- New regulations aimed at education and technology companies have led to market uncertainty and volatility in China.
- We don’t view these regulatory reforms as broad attacks on market forces or principles because they align with China’s economic growth agenda.
- While regulators may target other industries with additional rules, sectors positioned to help China achieve its long-term economic goals continue to enjoy strong policy support and present intriguing investment opportunities.
New rules for education and technology companies have dampened performance in these industries and weighed on Chinese equities in general. Combined with the delta variant-led resurgence of COVID-19 across the nation, concerns about the government’s reasoning for the reforms have caused Chinese equities to lag those of other regions in 2021.
In our view, global investors are justifiably concerned about the potential effects of similar government action on other industries.
What Investors Should Know About China’s Scrutiny of the Education Sector
Regulatory initiatives targeting education seek to reduce the burden of compulsory schooling on students and their parents and improve the quality of education and teaching. With private tutoring costs reaching up to 20% of families’ monthly incomes, the regulations may also help reduce a notable drag on China’s economy.
China’s central government finalized policy changes for the K-12 after-school tutoring portion of the education sector in late July. The new policy requires K-12 core subject-tutoring firms to convert to nonprofit status and limits foreign capital involvement in academic tutoring institutions. Such restructuring could bring a range of outcomes, so uncertainty has weighed on the sector. See Figure 1.
The new regulations aim to effect sweeping changes that include:
- Reducing the burden of excessive homework and off-campus training.
- Reducing families’ educational expenditures.
- Improving children’s sleep patterns and encouraging exercise while limiting their online activities.
- Promoting fairness for less affluent families and narrowing the rural-urban education gap.

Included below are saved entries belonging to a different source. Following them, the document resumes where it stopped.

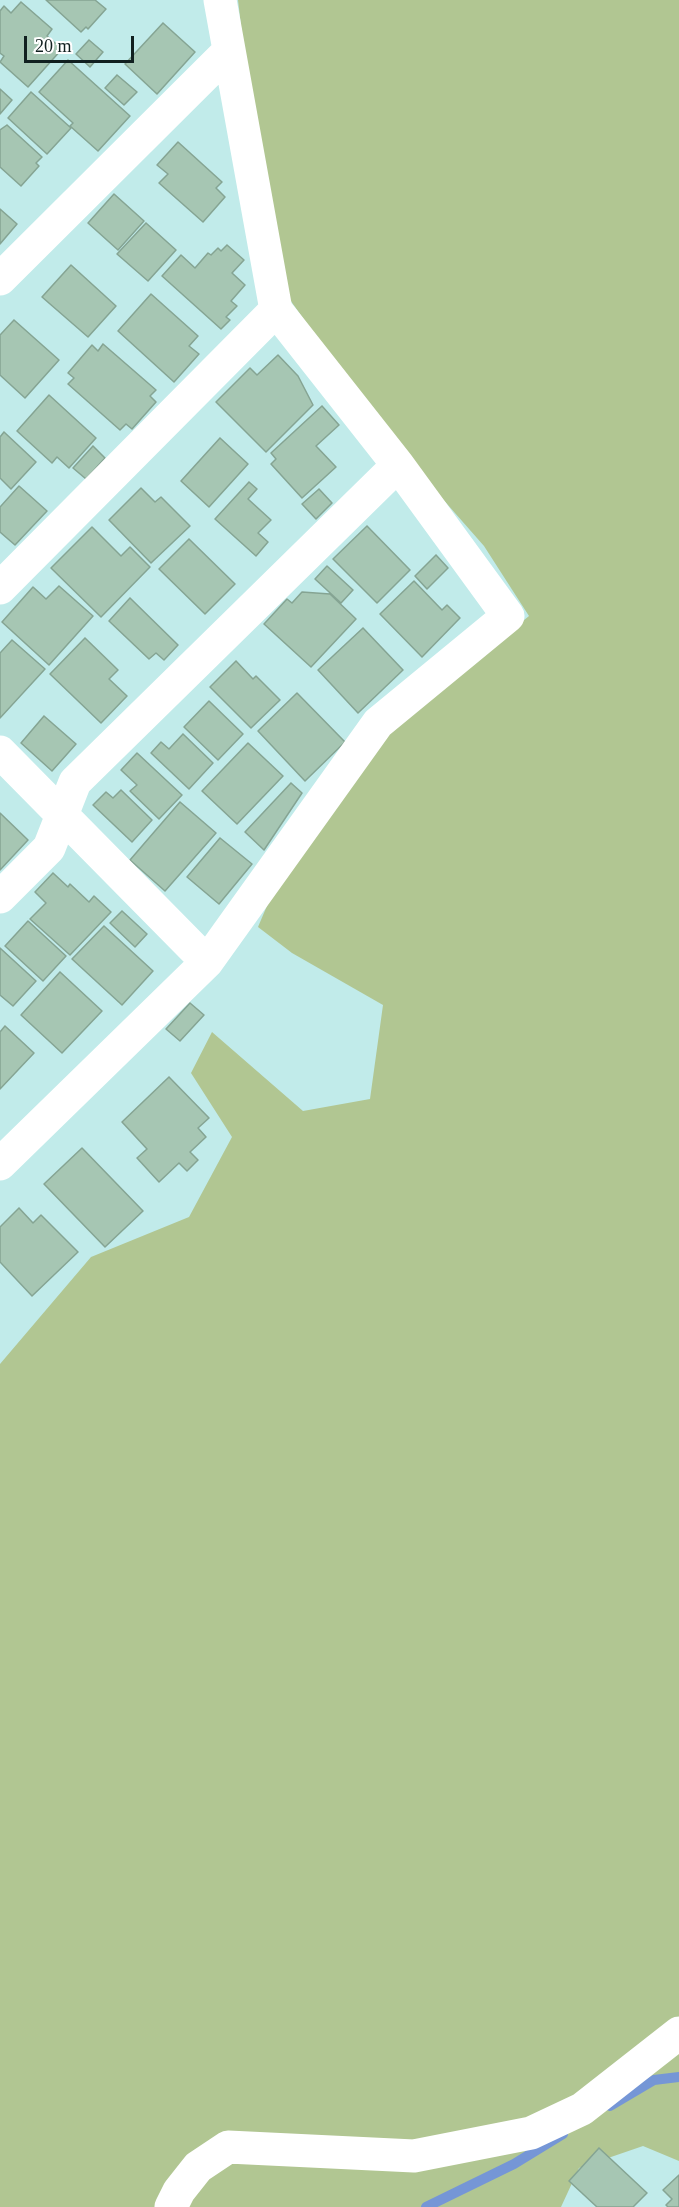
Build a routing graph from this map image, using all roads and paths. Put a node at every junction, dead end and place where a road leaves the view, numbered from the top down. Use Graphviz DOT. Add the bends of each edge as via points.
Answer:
graph roads {
  1 [pos="220,0"];
  2 [pos="229,51"];
  3 [pos="0,279"];
  4 [pos="276,310"];
  5 [pos="398,465"];
  6 [pos="0,588"];
  7 [pos="0,752"];
  8 [pos="62,816"];
  9 [pos="0,897"];
  10 [pos="207,962"];
  11 [pos="0,1164"];
  12 [pos="679,2033"];
  13 [pos="171,2207"];
  1 -- 2 [label="street"];
  2 -- 3 [label="street"];
  2 -- 4 [label="street"];
  4 -- 5 [label="street"];
  4 -- 6 [label="street"];
  5 -- 8 [label="street" via="75,782"];
  5 -- 10 [label="street" via="507,616 378,723"];
  7 -- 8 [label="street"];
  8 -- 9 [label="street" via="49,848"];
  8 -- 10 [label="street"];
  10 -- 11 [label="street"];
  12 -- 13 [label="street" via="582,2109 531,2133 414,2156 228,2146 198,2167"];
}
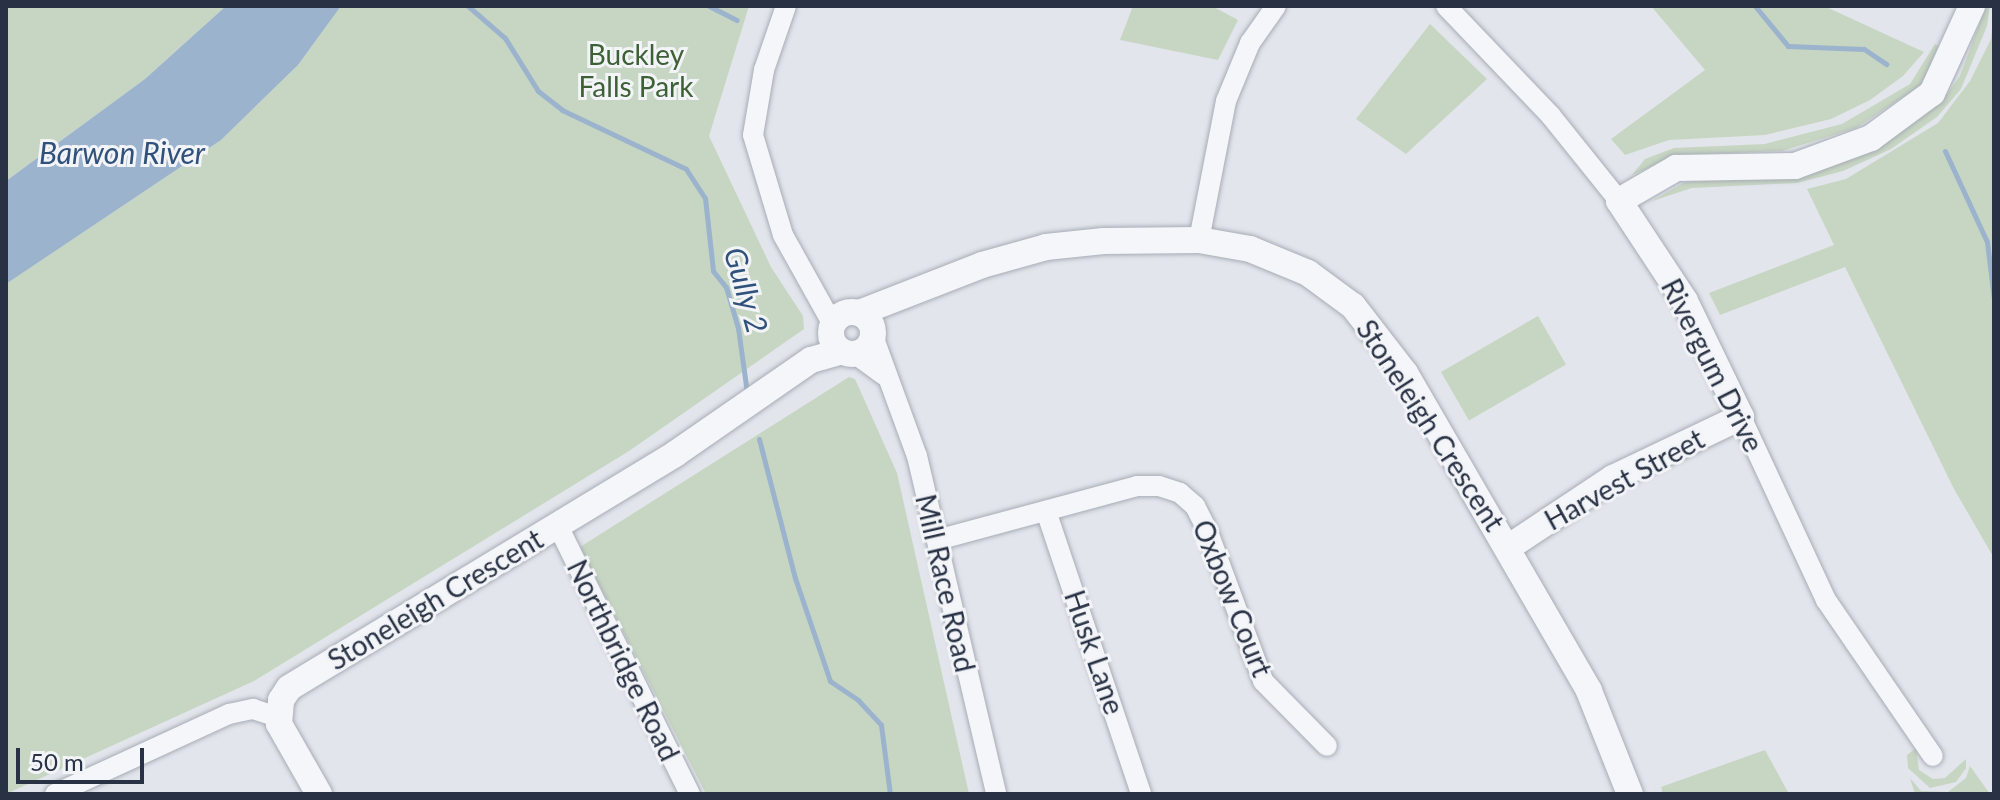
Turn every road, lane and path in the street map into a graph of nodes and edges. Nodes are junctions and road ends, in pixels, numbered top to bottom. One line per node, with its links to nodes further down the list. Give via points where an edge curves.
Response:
1 (786, 6): 7 (street, via 760,85 753,135 783,235 809,281)
2 (1276, 6): 6 (street, via 1250,43 1226,101)
3 (1446, 6): 5 (street, Rivergum Drive, via 1551,116)
4 (1972, 6): 5 (street, via 1932,93 1871,138 1795,166 1676,168)
5 (1619, 201): 8 (street, Rivergum Drive, via 1685,301)
6 (1199, 240): 7 (street, Stoneleigh Crescent, via 1046,247 982,265 908,297); 12 (street, Stoneleigh Crescent, via 1250,249 1308,273 1353,306 1405,373)
7 (852, 331): 10 (street, Stoneleigh Crescent); 11 (street, Mill Race Road, via 884,375 917,456)
8 (1741, 417): 12 (street, Harvest Street, via 1613,478); 15 (street, Rivergum Drive, via 1826,600)
9 (1046, 511): 11 (street, Oxbow Court); 14 (street, Oxbow Court, via 1148,486 1180,493 1195,506 1263,681); 20 (street, Husk Lane)
10 (558, 526): 13 (street, Stoneleigh Crescent, via 300,680 281,700); 18 (street, Northbridge Road)
11 (937, 540): 19 (street, Mill Race Road)
12 (1509, 547): 21 (street, Stoneleigh Crescent, via 1589,691)
13 (277, 717): 16 (street, via 253,709 229,714); 17 (street)
14 (1327, 746)
15 (1933, 756)
16 (55, 794)
17 (319, 794)
18 (690, 794)
19 (996, 794)
20 (1141, 794)
21 (1630, 794)

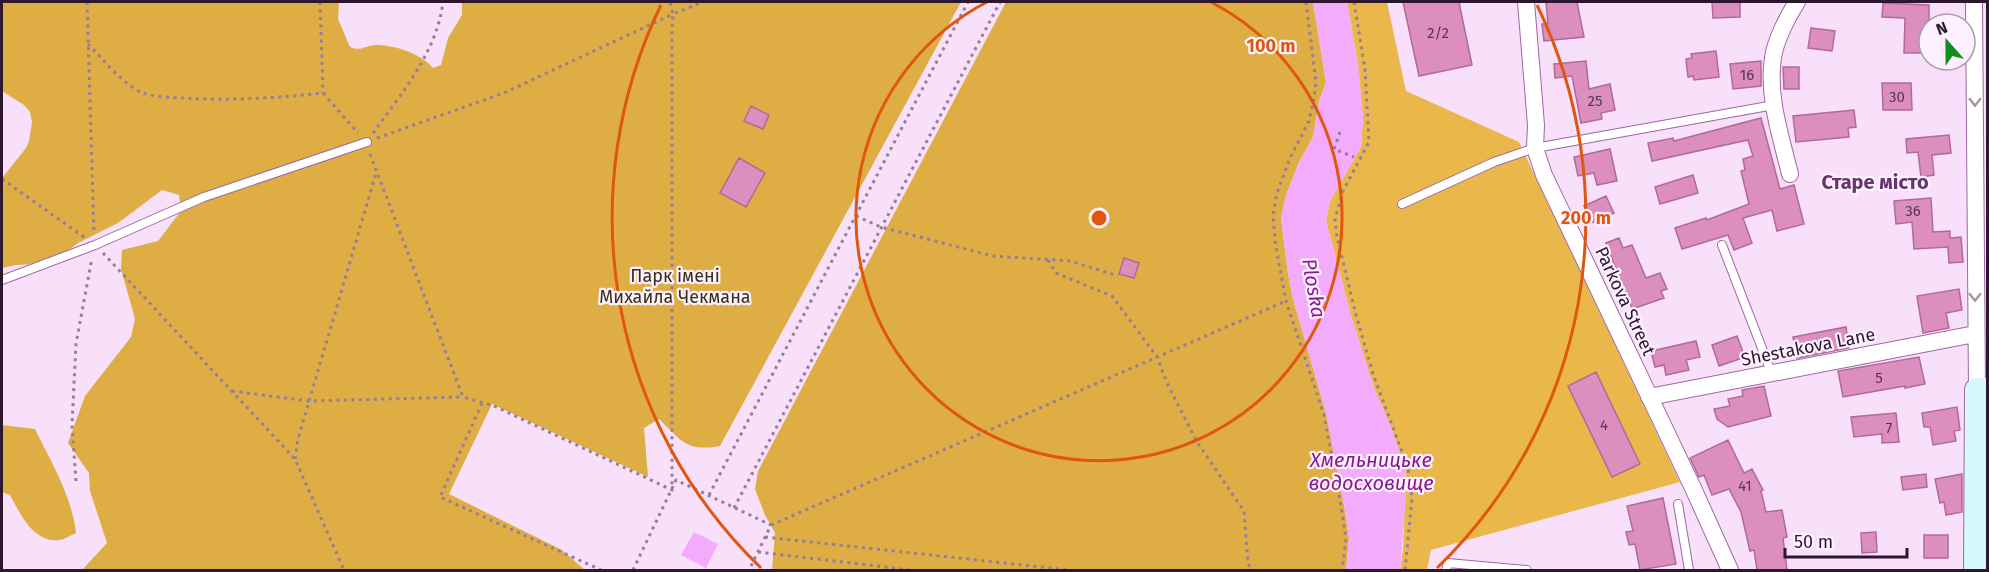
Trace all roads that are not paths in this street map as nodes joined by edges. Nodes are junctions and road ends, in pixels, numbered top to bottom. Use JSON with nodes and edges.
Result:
{"nodes":[{"id":1,"x":1526,"y":2,"type":"edge"},
{"id":2,"x":1797,"y":2,"type":"edge"},
{"id":3,"x":1974,"y":2,"type":"edge"},
{"id":4,"x":1774,"y":105,"type":"junction"},
{"id":5,"x":367,"y":142,"type":"road end"},
{"id":6,"x":1534,"y":148,"type":"junction"},
{"id":7,"x":1790,"y":174,"type":"dead end"},
{"id":8,"x":1402,"y":204,"type":"dead end"},
{"id":9,"x":1722,"y":245,"type":"dead end"},
{"id":10,"x":2,"y":280,"type":"edge"},
{"id":11,"x":1975,"y":334,"type":"junction"},
{"id":12,"x":1772,"y":375,"type":"junction"},
{"id":13,"x":1982,"y":390,"type":"edge"},
{"id":14,"x":1648,"y":397,"type":"junction"},
{"id":15,"x":1678,"y":504,"type":"dead end"},
{"id":16,"x":1446,"y":570,"type":"edge"},
{"id":17,"x":1527,"y":570,"type":"edge"},
{"id":18,"x":1689,"y":570,"type":"edge"},
{"id":19,"x":1730,"y":570,"type":"edge"},
{"id":20,"x":1976,"y":570,"type":"edge"}],
"edges":[{"from":1,"to":6,"type":"street","name":"Parkova Street"},
{"from":2,"to":4,"type":"street"},
{"from":3,"to":11,"type":"street","one_way":true},
{"from":4,"to":6,"type":"lane"},
{"from":4,"to":7,"type":"street"},
{"from":5,"to":10,"type":"lane"},
{"from":6,"to":8,"type":"lane"},
{"from":6,"to":14,"type":"street","name":"Parkova Street"},
{"from":9,"to":12,"type":"lane"},
{"from":11,"to":12,"type":"street","name":"Shestakova Lane"},
{"from":11,"to":13,"type":"street"},
{"from":12,"to":14,"type":"street","name":"Shestakova Lane"},
{"from":13,"to":20,"type":"street"},
{"from":14,"to":19,"type":"street","name":"Parkova Street"},
{"from":15,"to":18,"type":"lane"},
{"from":16,"to":17,"type":"lane"}]}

During times of volatility and uncertainty, investors may want to monitor their portfolios more actively to consider if new regulation compromises an existing investment thesis. In the case of after-school tutoring companies, we believe regulation may delay, not derail, the investment thesis.
Figure 1 | Regulatory Changes in China Trigger Sell-Off in Education Companies
MSCI China and Underlying Sector Performance
Data from 9/30/2020 – 9/30/2021. Source: FactSet.
Vocational Education Companies May Present Investment Opportunities
The situation is different for companies in China’s vocational education sector. Still, these companies have traded down even though the new policies don’t apply to their firms’ operations.
We expect the government to renew its focus on promoting higher vocational education to address the mismatch in employment supply/demand. University graduates are having difficulties finding white-collar jobs, while many manufacturing companies are experiencing shortages of skilled factory workers.
Successful implementation of China’s economic agenda will require large numbers of skilled workers, so we expect to find opportunities with vocational education providers.
Companies Should Adapt to China’s New Tech Regulations
China has also imposed new rules on the technology sector. The nation’s social media and e-commerce platforms have grown rapidly in recent years, and COVID-19 accelerated their adoption.
The new tech regulations aim to ensure fair competition and sustainable growth, according to the government. While these regulatory changes will affect business models, they should also clarify acceptable business practices. We believe companies will be able to manage the impacts of the new rules.
Recent government scrutiny has included:
- Regulators fined internet giant Alibaba Group for violating antimonopoly regulations.
- Regulations aimed at financial tech platform Ant Group addressed financial sector risks.
- Cybersecurity concerns led to probes of rideshare service Didi due to worries that individuals’ travel data could create a national security risk.
- E-commerce platform Meituan will now be required to follow new food delivery guidelines and ensure delivery workers earn at least the local minimum wage and receive social insurance (e.g., pension, maternity, medical).
China’s Focus on Economic Growth Could Benefit Long-Term Investors
Economic growth remains important to China, and the country hopes to double its GDP by 2035. Even though more regulatory actions might be forthcoming, we don’t interpret them as a crackdown on all private businesses.
We believe companies positioned to address the government’s agenda will continue to receive strong policy support. For example, green development is a priority strategy. Decarbonization not only addresses global climate change, it’s also an opportunity to develop new energy, new technologies and new sectors.
Our approach is to understand how regulations and government priorities affect individual firms. If the rules are too stringent or limit our ability to evaluate future earnings potential, we can shift our focus to companies that are already aligned with government regulations.